** Prompt **
Scan the entries below for the word "paths". Copy out every line in which it occurs.

** Data provided **
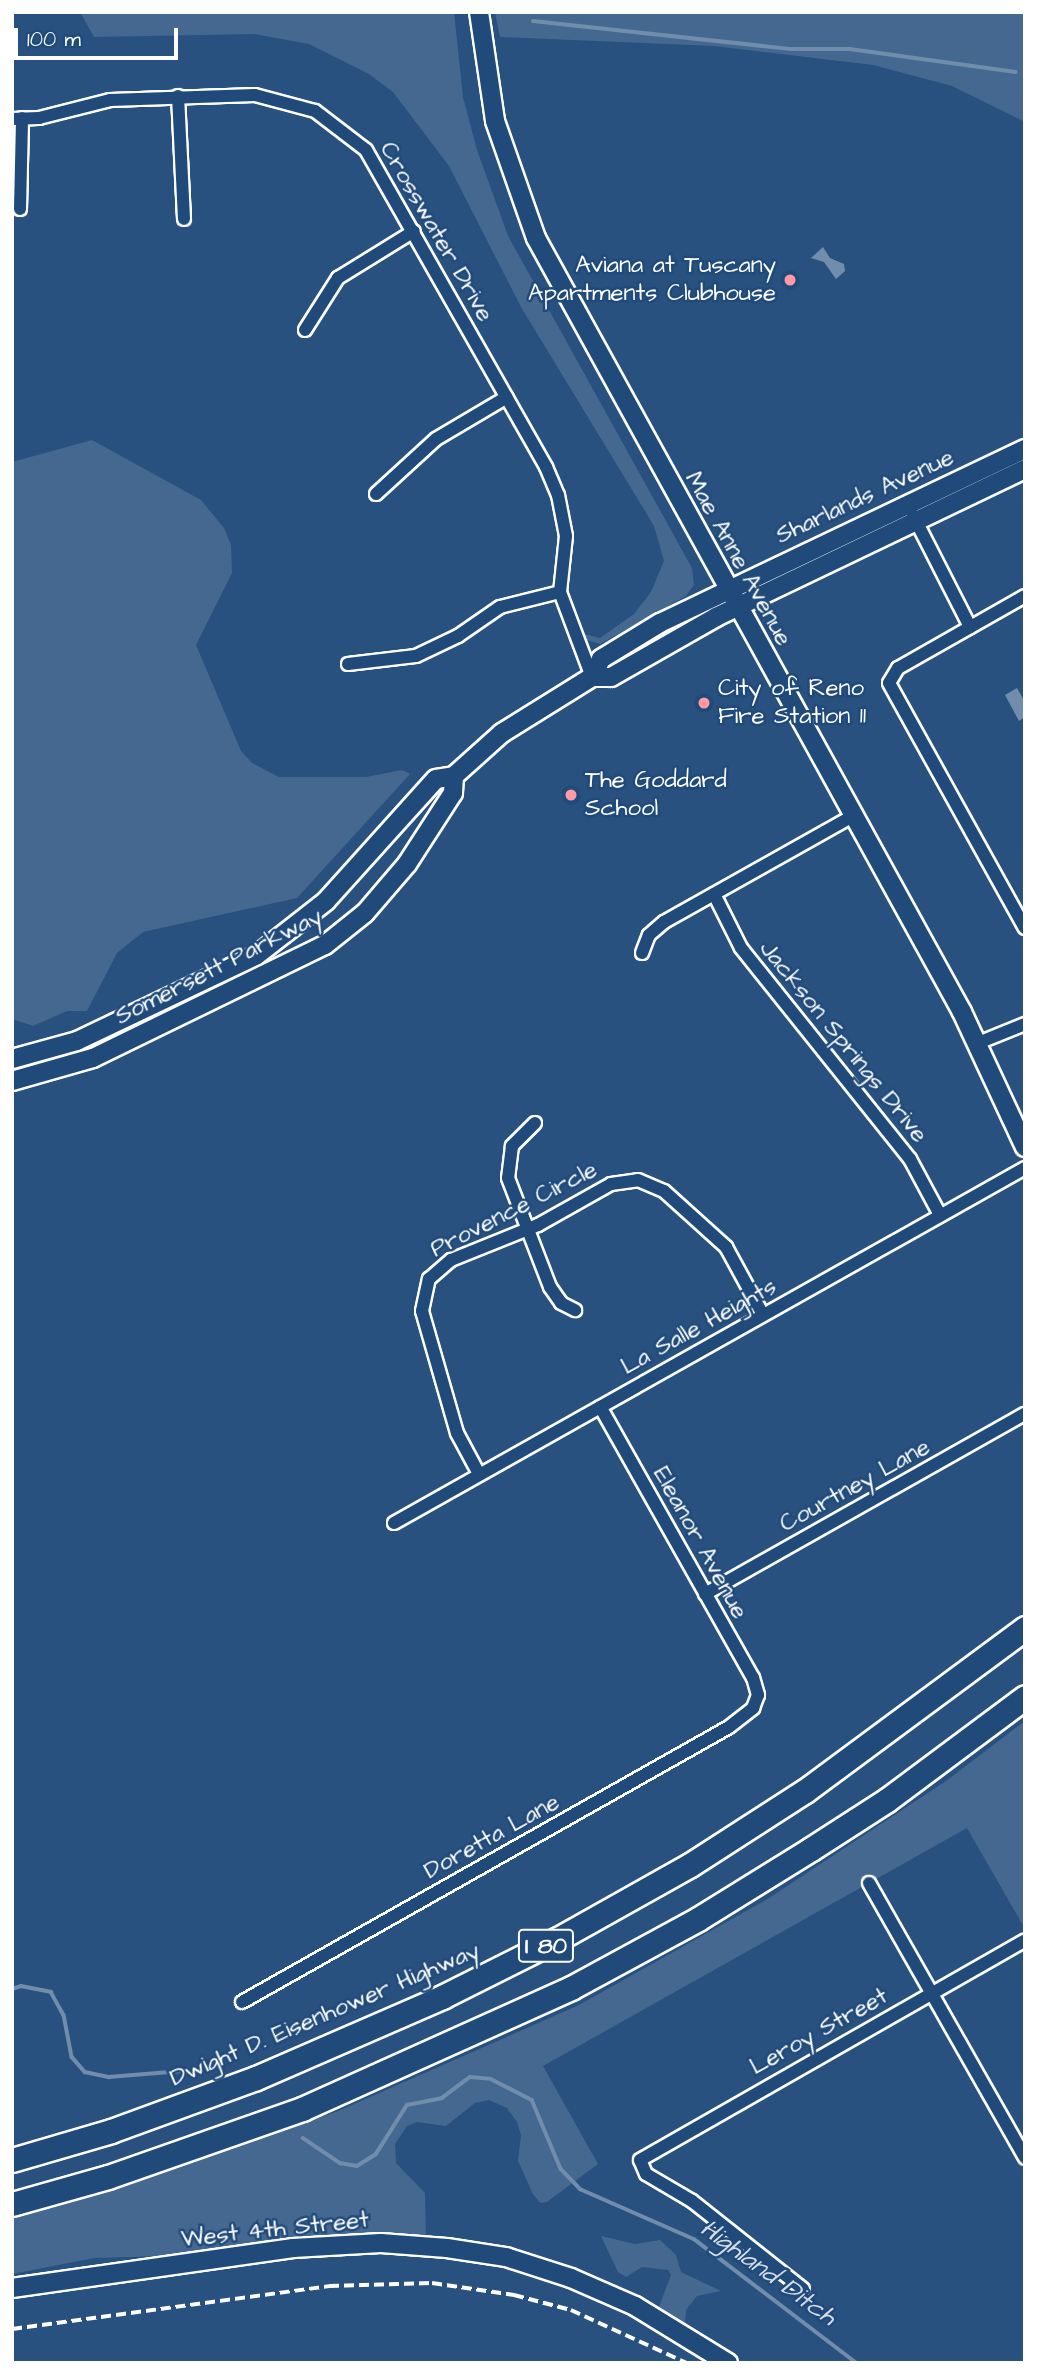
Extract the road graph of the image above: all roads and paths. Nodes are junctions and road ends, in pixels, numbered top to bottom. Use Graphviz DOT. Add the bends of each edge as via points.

==

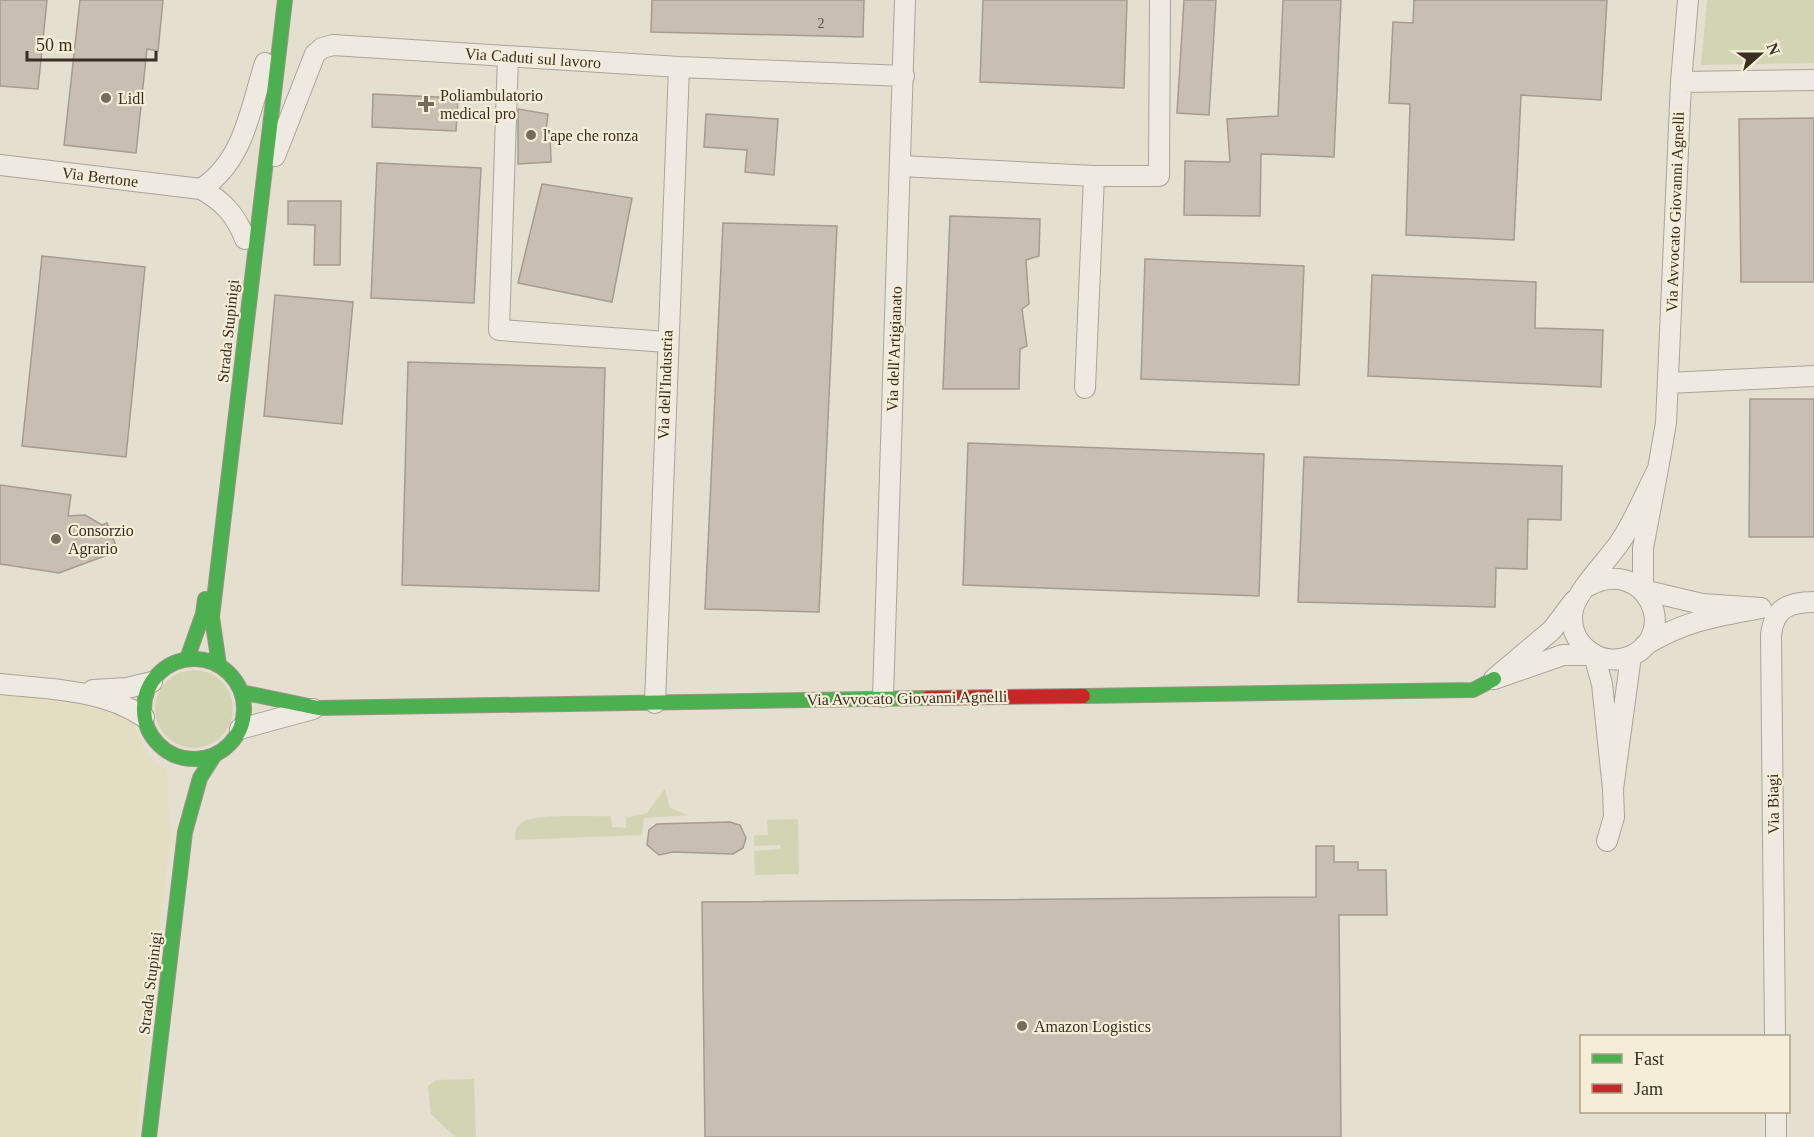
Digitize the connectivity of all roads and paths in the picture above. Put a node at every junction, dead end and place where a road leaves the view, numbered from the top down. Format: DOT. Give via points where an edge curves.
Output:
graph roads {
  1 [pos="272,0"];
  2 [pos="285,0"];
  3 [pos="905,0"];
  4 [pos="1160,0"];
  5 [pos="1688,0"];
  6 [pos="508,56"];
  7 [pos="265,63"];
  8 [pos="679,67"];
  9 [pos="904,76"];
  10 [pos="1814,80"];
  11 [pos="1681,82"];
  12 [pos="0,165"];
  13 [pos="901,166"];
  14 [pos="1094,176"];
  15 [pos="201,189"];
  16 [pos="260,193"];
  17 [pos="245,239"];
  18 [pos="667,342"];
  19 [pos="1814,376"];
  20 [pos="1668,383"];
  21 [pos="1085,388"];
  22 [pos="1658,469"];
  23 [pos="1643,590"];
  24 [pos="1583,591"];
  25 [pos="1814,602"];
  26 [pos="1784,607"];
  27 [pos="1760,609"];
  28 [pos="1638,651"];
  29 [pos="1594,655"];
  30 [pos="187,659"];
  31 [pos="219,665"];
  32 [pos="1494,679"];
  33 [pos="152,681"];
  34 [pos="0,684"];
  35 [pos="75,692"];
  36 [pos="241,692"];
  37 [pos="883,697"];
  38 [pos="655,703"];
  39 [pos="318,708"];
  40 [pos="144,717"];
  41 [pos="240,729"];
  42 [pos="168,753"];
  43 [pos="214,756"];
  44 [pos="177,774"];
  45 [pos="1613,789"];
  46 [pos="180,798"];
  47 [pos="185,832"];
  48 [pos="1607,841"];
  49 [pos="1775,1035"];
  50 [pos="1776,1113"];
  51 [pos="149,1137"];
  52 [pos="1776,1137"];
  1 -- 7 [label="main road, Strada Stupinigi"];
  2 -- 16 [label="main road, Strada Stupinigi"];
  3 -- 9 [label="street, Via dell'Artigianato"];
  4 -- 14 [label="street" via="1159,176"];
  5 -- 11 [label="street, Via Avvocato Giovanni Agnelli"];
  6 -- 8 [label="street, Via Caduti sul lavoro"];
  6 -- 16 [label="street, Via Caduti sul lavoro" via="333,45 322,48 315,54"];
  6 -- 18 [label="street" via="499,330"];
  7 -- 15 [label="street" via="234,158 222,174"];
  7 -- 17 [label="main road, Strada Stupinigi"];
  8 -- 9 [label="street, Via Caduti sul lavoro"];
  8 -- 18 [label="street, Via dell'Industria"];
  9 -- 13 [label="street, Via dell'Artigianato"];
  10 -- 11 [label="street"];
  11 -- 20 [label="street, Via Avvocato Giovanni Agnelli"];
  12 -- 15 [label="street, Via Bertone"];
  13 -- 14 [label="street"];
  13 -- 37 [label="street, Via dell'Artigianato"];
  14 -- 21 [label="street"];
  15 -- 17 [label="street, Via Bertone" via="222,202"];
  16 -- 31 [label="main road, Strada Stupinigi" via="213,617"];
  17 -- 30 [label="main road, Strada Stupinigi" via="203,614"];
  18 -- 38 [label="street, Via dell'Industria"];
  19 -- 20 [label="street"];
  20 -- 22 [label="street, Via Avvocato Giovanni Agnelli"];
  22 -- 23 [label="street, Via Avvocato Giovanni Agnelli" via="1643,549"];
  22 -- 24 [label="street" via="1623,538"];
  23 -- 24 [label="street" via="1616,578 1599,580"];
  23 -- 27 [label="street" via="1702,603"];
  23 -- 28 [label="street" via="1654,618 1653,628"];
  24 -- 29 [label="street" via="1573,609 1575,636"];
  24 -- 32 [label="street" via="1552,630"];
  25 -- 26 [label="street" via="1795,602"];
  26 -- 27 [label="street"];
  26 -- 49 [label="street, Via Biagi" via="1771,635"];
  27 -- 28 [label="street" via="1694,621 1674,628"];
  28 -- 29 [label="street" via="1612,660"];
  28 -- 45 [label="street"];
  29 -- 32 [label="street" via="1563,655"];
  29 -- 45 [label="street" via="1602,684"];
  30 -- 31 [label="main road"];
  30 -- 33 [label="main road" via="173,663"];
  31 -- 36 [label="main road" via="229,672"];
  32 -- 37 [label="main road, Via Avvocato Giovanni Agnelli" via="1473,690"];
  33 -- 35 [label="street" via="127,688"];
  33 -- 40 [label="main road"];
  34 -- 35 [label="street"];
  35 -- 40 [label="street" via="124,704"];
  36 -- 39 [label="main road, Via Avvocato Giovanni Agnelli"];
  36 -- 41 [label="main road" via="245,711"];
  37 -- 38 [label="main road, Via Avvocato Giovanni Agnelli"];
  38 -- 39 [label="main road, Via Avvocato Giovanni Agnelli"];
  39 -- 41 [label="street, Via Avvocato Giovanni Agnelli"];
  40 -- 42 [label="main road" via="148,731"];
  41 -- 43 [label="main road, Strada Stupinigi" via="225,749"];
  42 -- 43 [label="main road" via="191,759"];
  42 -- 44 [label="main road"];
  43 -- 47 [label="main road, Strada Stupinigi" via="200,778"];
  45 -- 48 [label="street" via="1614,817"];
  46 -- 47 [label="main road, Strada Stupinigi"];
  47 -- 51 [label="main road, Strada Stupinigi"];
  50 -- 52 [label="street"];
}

** Task response **
Extract the road graph of the image above: all roads and paths. Nodes are junctions and road ends, in pixels, numbered top to bottom. Use Graphviz DOT. Add the bends of each edge as via points.
Digitize the connectivity of all roads and paths in the picture above. Put a node at every junction, dead end and place where a road leaves the view, numbered from the top down. Format: DOT. Give via points where an edge curves.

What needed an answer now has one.